## What the exercise asks
Below are records; how many of their lines contain "Δελερίων"? Answer with only the number.

## Records supplied
======
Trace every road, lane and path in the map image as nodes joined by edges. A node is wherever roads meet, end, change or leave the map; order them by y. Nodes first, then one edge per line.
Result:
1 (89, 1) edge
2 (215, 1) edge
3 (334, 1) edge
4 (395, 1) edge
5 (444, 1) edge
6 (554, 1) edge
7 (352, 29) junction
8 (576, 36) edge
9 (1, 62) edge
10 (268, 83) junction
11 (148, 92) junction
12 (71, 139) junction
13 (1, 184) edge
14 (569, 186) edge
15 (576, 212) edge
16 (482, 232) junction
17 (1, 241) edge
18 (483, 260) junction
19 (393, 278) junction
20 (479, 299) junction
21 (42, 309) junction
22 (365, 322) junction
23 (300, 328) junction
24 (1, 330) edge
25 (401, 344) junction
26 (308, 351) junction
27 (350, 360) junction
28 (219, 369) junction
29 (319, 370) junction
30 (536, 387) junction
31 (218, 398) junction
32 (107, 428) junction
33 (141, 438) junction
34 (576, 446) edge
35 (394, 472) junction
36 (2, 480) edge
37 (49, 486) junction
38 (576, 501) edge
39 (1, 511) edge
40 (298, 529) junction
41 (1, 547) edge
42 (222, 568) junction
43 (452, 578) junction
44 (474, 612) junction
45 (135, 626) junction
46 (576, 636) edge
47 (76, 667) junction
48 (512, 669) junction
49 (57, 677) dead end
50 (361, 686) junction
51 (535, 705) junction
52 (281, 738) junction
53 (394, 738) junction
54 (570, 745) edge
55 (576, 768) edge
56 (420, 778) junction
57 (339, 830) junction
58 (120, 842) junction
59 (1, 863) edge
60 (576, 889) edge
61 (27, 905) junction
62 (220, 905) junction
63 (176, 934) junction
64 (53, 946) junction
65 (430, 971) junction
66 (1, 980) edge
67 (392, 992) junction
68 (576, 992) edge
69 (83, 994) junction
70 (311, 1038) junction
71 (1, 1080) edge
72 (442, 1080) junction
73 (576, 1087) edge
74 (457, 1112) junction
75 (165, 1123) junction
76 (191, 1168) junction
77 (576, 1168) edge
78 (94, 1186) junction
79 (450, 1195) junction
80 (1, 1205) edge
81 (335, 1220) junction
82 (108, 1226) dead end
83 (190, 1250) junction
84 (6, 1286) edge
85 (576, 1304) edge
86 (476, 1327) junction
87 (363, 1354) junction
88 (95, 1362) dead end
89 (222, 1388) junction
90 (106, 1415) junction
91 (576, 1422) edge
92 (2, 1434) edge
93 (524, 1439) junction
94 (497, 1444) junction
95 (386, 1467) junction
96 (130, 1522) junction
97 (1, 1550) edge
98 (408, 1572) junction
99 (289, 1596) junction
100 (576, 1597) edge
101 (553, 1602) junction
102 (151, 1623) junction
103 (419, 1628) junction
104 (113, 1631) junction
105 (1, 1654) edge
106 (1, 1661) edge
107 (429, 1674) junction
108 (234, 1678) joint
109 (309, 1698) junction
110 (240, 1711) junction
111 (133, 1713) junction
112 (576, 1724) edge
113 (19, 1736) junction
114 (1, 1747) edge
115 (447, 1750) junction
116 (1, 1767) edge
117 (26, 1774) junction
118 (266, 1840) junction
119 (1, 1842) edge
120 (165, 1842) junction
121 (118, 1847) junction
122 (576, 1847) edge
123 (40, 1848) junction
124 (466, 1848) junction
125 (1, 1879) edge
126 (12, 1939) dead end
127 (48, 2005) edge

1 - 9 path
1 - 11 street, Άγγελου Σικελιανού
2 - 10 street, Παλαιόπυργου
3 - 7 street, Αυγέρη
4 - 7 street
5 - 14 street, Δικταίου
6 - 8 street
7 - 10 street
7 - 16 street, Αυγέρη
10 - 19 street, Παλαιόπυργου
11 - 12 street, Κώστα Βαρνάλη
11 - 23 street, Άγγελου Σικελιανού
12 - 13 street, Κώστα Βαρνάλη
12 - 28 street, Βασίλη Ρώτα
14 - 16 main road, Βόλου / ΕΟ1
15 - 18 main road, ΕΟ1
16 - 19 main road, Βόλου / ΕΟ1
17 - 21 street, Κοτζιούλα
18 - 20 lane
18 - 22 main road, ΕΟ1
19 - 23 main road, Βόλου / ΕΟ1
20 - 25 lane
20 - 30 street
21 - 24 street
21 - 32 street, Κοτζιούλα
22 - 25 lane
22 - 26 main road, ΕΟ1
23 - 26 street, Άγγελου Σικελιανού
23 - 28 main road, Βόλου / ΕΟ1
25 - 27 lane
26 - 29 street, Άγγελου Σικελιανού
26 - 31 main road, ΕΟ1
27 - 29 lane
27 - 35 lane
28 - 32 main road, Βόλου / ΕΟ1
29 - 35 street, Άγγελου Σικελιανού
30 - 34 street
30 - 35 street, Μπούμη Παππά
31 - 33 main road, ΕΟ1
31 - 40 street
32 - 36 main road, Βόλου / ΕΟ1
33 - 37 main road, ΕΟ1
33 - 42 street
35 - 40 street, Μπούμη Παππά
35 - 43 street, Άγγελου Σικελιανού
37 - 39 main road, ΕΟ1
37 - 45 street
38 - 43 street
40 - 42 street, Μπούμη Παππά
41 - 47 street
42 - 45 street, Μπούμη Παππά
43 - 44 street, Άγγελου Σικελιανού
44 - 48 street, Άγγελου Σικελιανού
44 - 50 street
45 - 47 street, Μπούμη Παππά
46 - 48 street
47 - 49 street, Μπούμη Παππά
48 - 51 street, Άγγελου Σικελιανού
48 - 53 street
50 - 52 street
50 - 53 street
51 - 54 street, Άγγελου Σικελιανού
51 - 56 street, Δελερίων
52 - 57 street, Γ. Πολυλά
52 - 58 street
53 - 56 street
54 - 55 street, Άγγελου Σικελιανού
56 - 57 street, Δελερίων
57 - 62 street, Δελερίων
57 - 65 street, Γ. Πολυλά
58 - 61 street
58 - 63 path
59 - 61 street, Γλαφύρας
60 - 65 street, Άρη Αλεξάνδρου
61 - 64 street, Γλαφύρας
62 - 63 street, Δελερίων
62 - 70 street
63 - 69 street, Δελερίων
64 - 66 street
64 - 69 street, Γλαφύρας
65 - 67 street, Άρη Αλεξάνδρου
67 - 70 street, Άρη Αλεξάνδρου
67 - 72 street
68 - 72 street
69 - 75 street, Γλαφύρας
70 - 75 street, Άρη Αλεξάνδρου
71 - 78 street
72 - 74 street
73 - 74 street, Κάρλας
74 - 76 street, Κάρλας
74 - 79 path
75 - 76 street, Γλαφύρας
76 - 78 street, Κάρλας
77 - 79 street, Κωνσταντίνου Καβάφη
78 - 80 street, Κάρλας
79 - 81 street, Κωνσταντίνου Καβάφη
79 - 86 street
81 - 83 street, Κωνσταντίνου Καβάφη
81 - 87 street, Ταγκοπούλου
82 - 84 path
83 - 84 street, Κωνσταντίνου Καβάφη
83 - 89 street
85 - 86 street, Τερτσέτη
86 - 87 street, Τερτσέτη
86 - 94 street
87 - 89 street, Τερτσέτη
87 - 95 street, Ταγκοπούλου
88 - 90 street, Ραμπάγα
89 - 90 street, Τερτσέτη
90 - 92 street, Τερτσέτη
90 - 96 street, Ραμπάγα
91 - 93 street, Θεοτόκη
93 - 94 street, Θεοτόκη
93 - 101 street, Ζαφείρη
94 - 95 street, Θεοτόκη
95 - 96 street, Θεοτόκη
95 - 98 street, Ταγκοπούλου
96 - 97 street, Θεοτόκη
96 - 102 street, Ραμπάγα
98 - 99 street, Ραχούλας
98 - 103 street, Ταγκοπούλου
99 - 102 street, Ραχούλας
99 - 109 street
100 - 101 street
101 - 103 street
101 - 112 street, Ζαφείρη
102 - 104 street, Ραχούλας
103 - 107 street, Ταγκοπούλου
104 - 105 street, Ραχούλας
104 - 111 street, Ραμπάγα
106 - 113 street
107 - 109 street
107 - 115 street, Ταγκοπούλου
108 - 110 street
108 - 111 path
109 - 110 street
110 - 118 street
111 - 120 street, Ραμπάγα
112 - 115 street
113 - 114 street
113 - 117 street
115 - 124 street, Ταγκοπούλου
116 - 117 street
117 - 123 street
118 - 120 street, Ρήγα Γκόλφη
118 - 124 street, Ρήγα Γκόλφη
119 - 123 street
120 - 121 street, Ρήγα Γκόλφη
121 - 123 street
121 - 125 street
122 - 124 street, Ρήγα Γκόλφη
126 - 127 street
======
## Exercise answer
5